**Exercise prompt**
Find and copy every line in the records that includes the string "tunnel".

**Given entries**
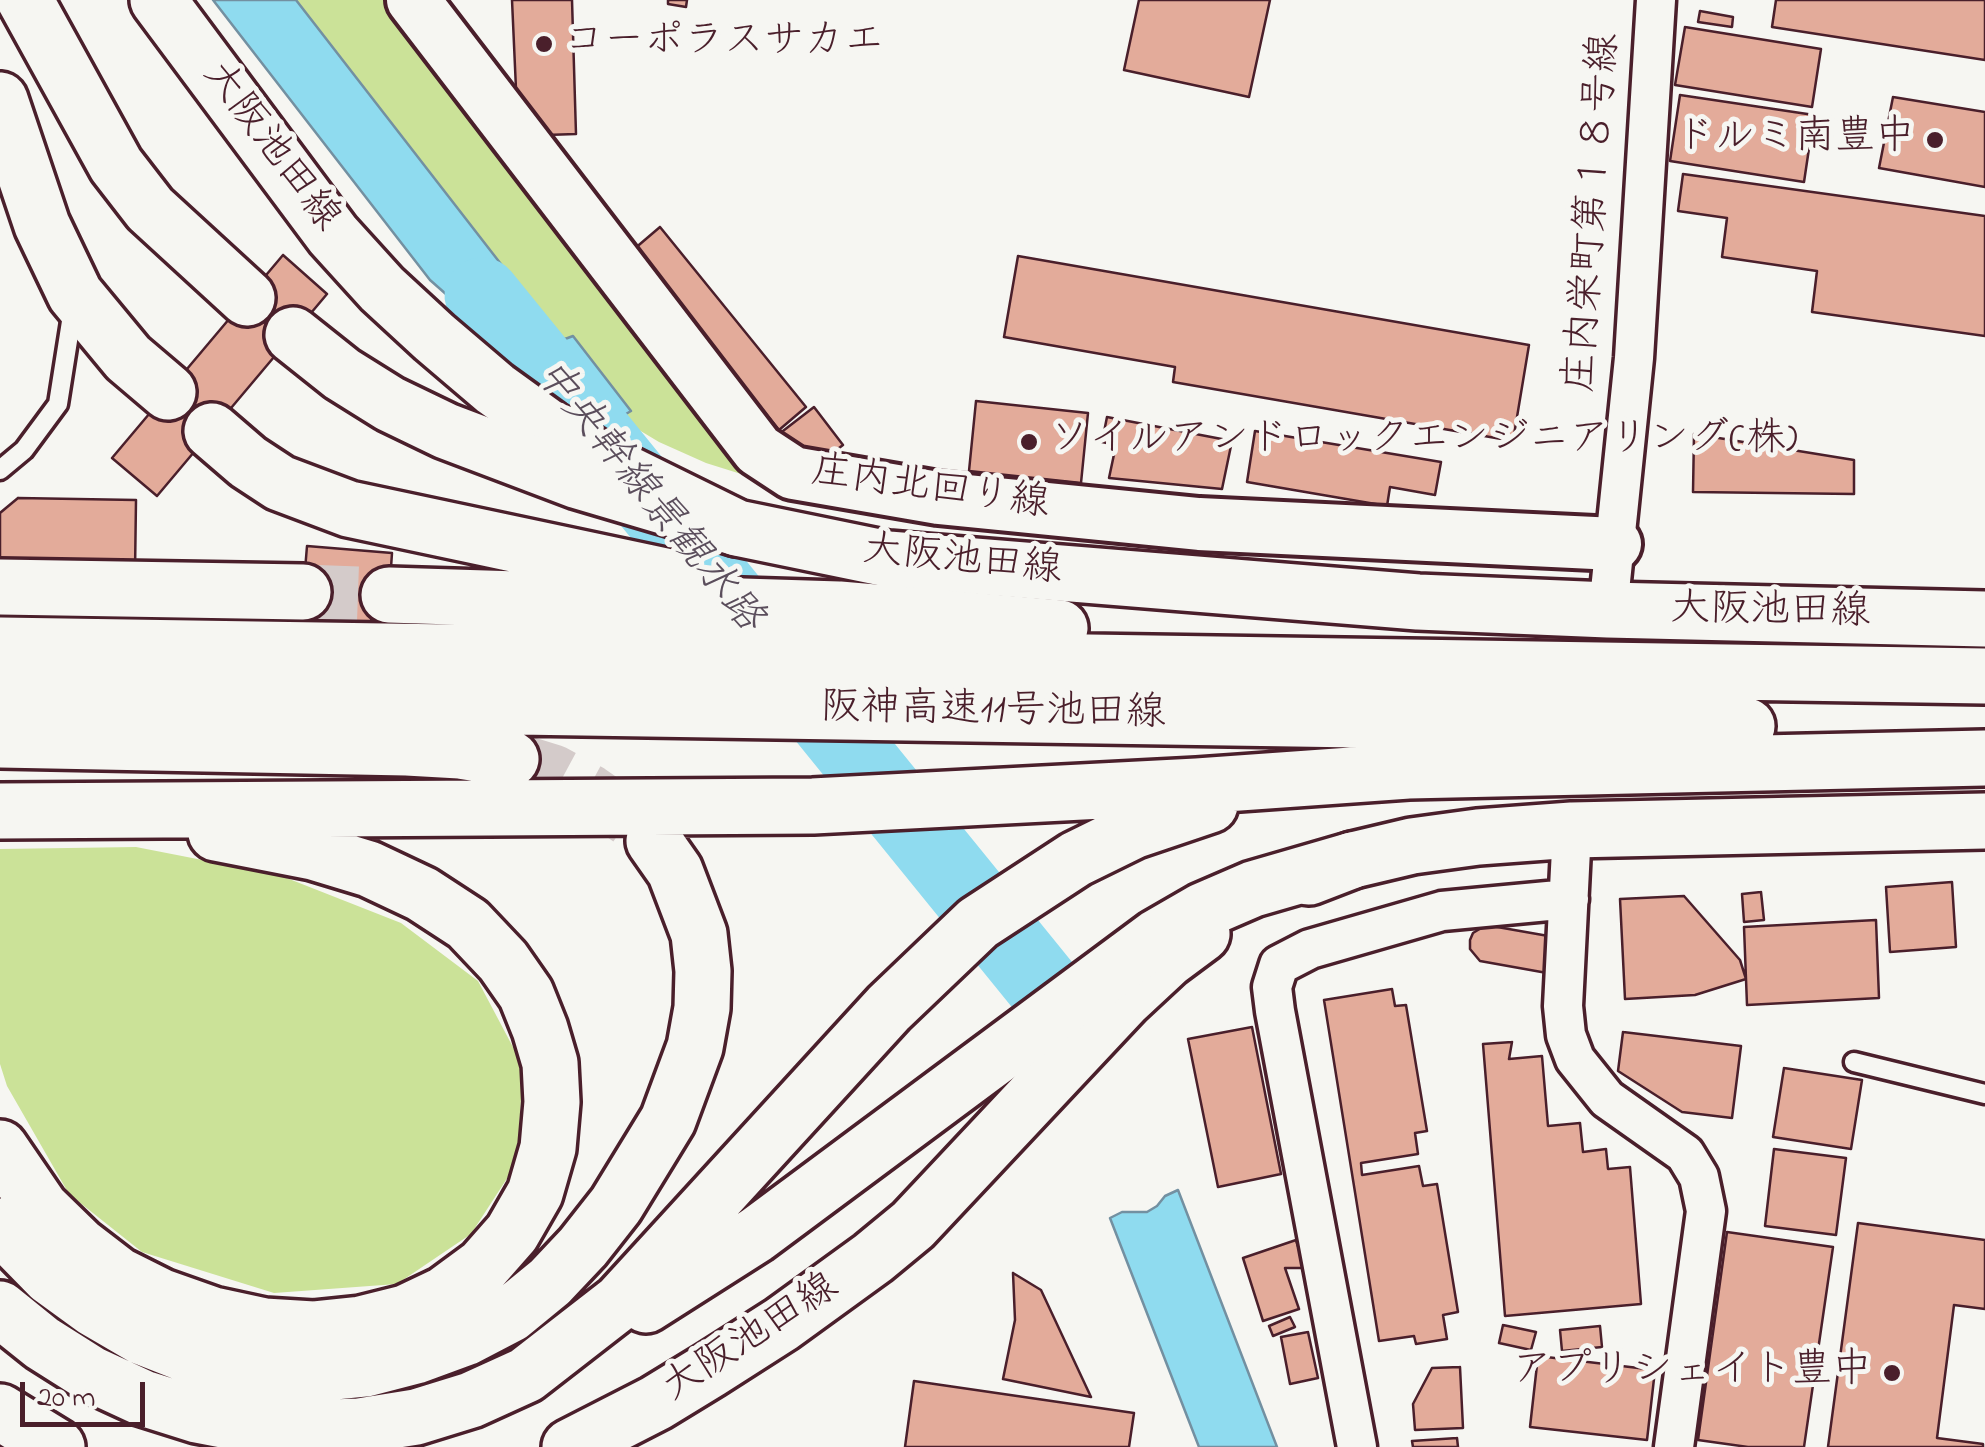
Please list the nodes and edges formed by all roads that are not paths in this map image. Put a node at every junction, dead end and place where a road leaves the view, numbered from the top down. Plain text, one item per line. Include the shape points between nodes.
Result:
1 (25, 0) edge
2 (158, 0) edge
3 (413, 0) edge
4 (1656, 0) edge
5 (0, 100) edge
6 (75, 294) junction
7 (247, 298) dead end
8 (293, 334) dead end
9 (168, 392) dead end
10 (212, 431) dead end
11 (0, 470) edge
12 (738, 528) junction
13 (1614, 544) junction
14 (632, 584) junction
15 (0, 588) edge
16 (303, 592) tunnel mouth
17 (389, 594) tunnel mouth
18 (1608, 610) junction
19 (1985, 619) edge
20 (0, 644) edge
21 (1386, 665) junction
22 (1985, 676) edge
23 (0, 699) edge
24 (1985, 732) edge
25 (0, 740) edge
26 (1985, 758) edge
27 (511, 759) tunnel mouth
28 (1330, 778) junction
29 (0, 813) edge
30 (1985, 820) edge
31 (1572, 830) junction
32 (654, 841) tunnel mouth
33 (1569, 900) junction
34 (1114, 986) junction
35 (1854, 1062) dead end
36 (1985, 1094) edge
37 (0, 1148) edge
38 (0, 1226) edge
39 (0, 1309) edge
40 (526, 1375) junction
41 (0, 1412) edge
42 (57, 1447) edge
43 (570, 1447) edge
44 (1357, 1447) edge
45 (1674, 1447) edge

1 - 7 main road via 116,165 150,209
2 - 12 main road, 大阪池田線 via 333,235 382,288 495,389 608,464
3 - 13 street, 庄内北回り線 via 758,450 793,473 938,498 1200,524
4 - 13 street, 庄内栄町第１８号線 via 1634,358
5 - 6 main road via 42,225
6 - 9 main road via 128,358
6 - 11 lane via 58,404
8 - 12 main road via 342,374 446,431 578,481
10 - 14 main road via 280,483 314,497
12 - 18 main road, 大阪池田線 via 888,559 1418,602
13 - 18 street, 庄内栄町第１８号線
14 - 17 main road
14 - 21 main road via 704,585 840,609
15 - 16 main road
18 - 19 main road, 大阪池田線
20 - 21 main road, 阪神高速11号池田線
21 - 22 main road, 阪神高速11号池田線
23 - 24 main road, 阪神高速11号池田線
25 - 27 main road via 407,748
26 - 28 main road via 1459,768
28 - 29 main road via 813,806
28 - 40 main road via 1132,831 978,923 938,958 620,1302
29 - 37 main road via 242,836 369,869 422,894 468,924 526,994 550,1063 552,1102 548,1148 534,1193 512,1233 482,1266 445,1294 404,1312 314,1329 213,1315 118,1275 41,1208
30 - 31 main road
31 - 33 street
31 - 34 main road via 1412,846 1253,889 1157,937
32 - 38 main road via 676,871 698,934 704,972 695,1047 668,1120 616,1205 550,1282 510,1314 465,1338 366,1369 257,1372 142,1337 94,1310
33 - 44 street via 1442,912 1279,964 1274,1011
33 - 45 street via 1563,1006 1575,1059 1606,1099 1685,1154 1699,1177 1706,1211
34 - 40 main road via 971,1078 756,1235
34 - 43 main road, 大阪池田線 via 997,1135 913,1225 782,1324 656,1403
35 - 36 lane
39 - 40 main road via 91,1374 143,1398 250,1425 360,1426 416,1416
41 - 42 main road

**Written response**
16 (303, 592) tunnel mouth
17 (389, 594) tunnel mouth
27 (511, 759) tunnel mouth
32 (654, 841) tunnel mouth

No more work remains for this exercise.